Eliphas Lévi
Par Administrateur,
mardi 25 novembre 2003 à 01:20
Dans : Biographies
Fils d’un cordonnier parisien, Alphonse-Louis Constant entra au séminaire de Saint-Sulpice à Paris, qu’il quitta en 1836 après avoir été ordonné diacre...
Les idées utopistes et humanitaires du temps l’absorbent alors tout entier: il se lie d’amitié en 1838 avec la socialiste Flora Tristan; collabore avec Alphonse Esquiros à une revue qui révèle au public ses dons de dessinateur. Songeant encore parfois à accéder à la prêtrise, il y renonce définitivement à la suite d’un séjour, en 1839-1840, à l’abbaye de Solesmes où il a lu les gnostiques et Mme Guyon.
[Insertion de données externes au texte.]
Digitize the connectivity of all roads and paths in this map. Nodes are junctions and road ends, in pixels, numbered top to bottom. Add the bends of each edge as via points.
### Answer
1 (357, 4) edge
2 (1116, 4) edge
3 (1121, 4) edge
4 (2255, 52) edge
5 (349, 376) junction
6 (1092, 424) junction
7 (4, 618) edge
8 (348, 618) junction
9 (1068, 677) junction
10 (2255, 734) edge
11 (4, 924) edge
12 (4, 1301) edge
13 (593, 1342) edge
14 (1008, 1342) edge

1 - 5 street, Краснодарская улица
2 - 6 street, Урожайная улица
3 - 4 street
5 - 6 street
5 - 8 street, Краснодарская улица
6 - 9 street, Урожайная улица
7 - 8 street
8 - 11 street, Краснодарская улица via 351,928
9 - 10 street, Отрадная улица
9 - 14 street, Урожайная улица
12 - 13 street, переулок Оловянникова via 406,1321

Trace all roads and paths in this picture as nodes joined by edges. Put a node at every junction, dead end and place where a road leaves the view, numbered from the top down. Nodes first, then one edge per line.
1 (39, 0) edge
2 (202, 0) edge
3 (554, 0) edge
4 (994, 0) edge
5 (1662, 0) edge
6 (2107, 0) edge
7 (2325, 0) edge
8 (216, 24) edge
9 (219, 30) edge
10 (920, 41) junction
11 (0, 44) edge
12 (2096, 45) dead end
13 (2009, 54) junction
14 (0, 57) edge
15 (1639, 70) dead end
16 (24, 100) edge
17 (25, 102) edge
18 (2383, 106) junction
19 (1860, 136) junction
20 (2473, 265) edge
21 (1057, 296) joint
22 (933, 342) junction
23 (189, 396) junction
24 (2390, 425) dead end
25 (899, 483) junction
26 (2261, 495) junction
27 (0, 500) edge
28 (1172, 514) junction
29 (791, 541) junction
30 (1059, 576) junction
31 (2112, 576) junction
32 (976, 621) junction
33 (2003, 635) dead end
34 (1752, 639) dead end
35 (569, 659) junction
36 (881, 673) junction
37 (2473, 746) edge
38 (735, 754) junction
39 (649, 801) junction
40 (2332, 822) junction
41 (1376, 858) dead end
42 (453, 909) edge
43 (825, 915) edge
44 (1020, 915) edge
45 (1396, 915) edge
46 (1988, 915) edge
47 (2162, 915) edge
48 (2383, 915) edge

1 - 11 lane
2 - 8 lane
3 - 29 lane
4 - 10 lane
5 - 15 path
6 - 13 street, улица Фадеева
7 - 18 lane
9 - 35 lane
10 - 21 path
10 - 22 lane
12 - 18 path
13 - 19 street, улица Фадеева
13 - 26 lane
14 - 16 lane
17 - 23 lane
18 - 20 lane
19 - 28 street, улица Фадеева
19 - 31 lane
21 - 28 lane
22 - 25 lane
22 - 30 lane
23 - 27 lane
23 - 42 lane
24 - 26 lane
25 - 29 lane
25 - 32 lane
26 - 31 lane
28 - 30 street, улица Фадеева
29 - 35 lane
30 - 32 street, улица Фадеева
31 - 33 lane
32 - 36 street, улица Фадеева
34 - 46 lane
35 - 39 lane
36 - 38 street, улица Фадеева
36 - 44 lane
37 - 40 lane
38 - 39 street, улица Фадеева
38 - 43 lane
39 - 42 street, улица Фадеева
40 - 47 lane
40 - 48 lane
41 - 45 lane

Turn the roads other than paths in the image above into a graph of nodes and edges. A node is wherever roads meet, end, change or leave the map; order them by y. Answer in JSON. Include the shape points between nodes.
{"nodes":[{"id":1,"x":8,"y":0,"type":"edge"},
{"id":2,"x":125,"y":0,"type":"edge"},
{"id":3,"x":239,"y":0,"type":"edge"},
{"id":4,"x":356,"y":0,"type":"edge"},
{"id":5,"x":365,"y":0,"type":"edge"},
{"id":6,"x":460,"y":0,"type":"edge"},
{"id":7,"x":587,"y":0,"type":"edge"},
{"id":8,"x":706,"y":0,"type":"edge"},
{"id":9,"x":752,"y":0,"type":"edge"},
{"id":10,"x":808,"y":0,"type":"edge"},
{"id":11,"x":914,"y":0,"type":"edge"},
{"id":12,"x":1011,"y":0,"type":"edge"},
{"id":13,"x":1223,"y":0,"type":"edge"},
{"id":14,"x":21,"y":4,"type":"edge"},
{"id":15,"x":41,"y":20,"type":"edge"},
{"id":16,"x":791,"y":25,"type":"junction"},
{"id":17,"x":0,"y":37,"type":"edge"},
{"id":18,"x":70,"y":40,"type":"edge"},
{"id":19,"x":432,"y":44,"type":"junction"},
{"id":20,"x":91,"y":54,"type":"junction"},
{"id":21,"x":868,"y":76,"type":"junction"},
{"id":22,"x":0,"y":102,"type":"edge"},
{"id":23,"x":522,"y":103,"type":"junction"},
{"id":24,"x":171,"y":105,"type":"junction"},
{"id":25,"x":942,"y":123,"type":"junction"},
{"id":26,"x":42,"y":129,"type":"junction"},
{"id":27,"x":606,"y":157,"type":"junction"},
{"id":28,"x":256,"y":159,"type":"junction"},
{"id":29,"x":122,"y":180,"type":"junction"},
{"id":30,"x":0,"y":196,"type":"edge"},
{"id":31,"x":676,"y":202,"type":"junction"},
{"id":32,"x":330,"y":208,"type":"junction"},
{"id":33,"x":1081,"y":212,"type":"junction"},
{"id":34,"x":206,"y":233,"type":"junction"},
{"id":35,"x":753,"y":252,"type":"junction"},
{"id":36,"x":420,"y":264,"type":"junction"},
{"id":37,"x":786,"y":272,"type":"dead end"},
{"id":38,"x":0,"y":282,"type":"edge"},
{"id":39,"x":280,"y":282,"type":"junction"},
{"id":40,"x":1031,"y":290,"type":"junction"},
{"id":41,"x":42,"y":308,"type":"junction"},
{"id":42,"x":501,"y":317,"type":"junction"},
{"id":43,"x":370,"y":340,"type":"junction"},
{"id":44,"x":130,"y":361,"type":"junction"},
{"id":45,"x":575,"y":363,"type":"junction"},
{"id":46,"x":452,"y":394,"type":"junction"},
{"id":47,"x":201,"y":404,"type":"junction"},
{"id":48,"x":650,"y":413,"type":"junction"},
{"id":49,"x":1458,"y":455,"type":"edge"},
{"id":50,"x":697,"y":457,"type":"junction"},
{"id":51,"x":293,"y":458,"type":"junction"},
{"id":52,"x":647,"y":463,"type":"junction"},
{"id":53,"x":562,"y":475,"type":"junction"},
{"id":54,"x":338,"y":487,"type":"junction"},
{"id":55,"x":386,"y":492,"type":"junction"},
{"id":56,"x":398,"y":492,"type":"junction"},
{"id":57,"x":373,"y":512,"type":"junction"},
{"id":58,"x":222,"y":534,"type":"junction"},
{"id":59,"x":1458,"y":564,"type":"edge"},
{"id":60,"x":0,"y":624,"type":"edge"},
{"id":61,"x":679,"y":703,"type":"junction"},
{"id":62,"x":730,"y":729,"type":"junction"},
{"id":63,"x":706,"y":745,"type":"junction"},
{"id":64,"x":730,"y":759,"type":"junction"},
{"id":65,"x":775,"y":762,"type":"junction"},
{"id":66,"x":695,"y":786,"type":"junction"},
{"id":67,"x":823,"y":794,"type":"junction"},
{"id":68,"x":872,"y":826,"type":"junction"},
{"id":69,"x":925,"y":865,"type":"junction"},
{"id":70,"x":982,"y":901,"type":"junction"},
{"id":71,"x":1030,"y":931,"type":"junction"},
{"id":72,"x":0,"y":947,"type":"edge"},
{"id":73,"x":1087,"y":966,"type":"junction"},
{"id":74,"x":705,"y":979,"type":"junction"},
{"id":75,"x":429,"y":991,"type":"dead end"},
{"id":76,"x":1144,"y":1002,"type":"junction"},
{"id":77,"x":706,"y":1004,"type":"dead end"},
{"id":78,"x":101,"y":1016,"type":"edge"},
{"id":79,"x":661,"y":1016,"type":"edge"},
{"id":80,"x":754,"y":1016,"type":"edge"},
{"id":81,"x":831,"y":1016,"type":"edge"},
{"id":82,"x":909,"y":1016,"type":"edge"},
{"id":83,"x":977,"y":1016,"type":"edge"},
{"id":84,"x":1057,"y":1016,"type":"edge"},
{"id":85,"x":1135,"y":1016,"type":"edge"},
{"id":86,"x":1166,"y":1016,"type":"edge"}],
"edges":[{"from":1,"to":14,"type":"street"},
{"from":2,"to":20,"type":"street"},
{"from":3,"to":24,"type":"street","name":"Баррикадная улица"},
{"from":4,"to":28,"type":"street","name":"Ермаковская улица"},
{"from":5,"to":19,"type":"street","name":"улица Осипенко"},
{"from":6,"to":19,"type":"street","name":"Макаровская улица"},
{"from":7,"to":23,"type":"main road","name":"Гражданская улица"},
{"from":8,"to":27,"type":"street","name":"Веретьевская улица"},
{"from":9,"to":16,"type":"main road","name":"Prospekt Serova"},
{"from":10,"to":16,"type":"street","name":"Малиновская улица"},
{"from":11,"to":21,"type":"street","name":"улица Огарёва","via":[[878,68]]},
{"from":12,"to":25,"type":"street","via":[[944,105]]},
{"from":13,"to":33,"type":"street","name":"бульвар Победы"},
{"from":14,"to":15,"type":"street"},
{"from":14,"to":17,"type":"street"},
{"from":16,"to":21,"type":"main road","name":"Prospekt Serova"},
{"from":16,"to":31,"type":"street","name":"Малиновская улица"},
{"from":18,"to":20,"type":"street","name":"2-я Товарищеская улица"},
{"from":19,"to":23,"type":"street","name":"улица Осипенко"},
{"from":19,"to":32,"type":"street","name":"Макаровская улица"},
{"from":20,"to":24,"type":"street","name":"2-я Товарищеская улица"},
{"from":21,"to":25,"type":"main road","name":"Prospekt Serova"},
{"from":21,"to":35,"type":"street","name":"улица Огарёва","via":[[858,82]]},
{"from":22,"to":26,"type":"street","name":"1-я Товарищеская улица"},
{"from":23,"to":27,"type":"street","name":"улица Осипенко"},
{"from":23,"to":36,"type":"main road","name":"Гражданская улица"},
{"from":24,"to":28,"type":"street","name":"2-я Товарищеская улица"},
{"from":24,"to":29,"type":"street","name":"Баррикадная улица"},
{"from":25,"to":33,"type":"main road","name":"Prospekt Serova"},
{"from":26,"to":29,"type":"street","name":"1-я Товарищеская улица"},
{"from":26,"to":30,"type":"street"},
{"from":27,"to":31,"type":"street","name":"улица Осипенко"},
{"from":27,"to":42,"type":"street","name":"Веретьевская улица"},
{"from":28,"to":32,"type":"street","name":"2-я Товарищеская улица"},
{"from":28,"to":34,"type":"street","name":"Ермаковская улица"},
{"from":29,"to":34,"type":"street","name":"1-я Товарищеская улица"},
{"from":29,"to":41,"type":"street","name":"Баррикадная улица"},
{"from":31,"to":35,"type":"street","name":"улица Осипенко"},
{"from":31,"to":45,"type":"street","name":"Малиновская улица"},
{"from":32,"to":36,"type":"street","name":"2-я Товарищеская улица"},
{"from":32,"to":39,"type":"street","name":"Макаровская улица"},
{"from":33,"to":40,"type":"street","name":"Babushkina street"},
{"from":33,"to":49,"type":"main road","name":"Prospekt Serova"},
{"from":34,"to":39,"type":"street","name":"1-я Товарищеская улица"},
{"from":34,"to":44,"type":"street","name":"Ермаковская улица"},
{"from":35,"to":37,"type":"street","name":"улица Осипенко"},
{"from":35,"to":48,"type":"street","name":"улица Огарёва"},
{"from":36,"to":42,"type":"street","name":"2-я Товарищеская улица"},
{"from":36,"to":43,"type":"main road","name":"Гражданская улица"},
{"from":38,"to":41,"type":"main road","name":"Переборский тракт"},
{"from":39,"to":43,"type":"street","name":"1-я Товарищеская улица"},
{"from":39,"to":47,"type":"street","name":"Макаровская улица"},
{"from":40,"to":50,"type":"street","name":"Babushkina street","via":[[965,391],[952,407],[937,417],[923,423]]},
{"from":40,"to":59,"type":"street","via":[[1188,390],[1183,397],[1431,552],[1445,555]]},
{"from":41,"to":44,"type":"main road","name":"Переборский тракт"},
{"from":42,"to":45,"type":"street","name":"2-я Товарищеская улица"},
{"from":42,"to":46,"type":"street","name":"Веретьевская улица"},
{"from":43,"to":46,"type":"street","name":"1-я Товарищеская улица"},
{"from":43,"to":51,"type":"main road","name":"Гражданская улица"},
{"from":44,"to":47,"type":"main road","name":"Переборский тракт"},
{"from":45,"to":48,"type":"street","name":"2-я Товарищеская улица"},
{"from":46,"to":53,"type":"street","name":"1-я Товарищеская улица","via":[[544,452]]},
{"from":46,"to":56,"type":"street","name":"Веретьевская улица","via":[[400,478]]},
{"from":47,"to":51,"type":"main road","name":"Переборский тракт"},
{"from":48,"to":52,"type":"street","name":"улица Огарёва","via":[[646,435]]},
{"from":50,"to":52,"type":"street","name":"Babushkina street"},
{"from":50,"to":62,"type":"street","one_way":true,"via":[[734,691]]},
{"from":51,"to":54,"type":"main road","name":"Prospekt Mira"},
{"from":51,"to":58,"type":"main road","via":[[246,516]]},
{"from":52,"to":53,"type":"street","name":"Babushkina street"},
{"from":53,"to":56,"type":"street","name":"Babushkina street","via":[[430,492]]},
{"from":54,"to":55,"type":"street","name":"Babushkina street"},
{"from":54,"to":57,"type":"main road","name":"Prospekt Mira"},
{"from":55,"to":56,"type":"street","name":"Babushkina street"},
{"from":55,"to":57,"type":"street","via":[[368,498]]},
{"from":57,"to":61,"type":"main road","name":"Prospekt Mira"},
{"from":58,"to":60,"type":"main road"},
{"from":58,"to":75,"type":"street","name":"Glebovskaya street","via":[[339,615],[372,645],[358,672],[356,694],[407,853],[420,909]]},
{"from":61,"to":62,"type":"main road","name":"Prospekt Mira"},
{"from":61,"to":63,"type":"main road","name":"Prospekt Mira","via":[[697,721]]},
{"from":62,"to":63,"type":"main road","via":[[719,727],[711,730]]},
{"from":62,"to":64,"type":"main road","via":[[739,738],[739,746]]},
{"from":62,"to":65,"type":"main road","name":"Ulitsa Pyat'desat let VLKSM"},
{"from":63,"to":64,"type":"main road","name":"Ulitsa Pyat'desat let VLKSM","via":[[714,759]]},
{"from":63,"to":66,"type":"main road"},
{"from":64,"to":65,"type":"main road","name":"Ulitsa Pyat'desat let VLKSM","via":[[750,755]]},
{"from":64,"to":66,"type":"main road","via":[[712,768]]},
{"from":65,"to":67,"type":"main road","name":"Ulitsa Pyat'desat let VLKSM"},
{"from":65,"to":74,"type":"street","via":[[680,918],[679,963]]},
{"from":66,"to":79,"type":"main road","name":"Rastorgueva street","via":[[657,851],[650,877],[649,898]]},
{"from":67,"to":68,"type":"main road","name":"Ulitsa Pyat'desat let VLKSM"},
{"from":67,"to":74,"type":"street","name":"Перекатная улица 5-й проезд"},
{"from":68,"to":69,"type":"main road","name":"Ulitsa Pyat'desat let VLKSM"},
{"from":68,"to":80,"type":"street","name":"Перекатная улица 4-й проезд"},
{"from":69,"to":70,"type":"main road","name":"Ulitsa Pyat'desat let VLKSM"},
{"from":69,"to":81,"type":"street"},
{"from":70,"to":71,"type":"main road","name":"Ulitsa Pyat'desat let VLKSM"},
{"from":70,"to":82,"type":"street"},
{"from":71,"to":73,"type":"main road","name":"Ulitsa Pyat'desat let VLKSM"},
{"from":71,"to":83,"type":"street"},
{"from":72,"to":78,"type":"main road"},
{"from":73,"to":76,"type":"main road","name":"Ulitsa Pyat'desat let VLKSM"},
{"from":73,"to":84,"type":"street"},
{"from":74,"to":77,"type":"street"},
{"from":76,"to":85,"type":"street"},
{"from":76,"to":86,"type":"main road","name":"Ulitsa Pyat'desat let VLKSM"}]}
Surveillant au collège de Juilly, où ses supérieurs le maltraitent, il compose, au grand scandale du clergé et des bien-pensants, La Bible de la liberté (1841), qui lui vaut d’être condamné la même année comme révolutionnaire et disciple de Lamennais (la prison dans laquelle il purge sa peine huit mois durant abrite aussi celui-ci); il y lit Swedenborg. En 1843, il illustre des livres d’Alexandre Dumas et raconte, dans La Mère de Dieu, les misères de sa jeunesse. Mais c’est dans Le Livre des larmes (1845) qu’il développe pour la première fois des notions ésotérisantes. On le condamne encore à six mois de prison pour La Voix de la famine (1847), dont il ne fut pourtant pas le véritable auteur; puis, la révolution de 1848 lui donnant plus de liberté, il commence à diriger une revue et un club.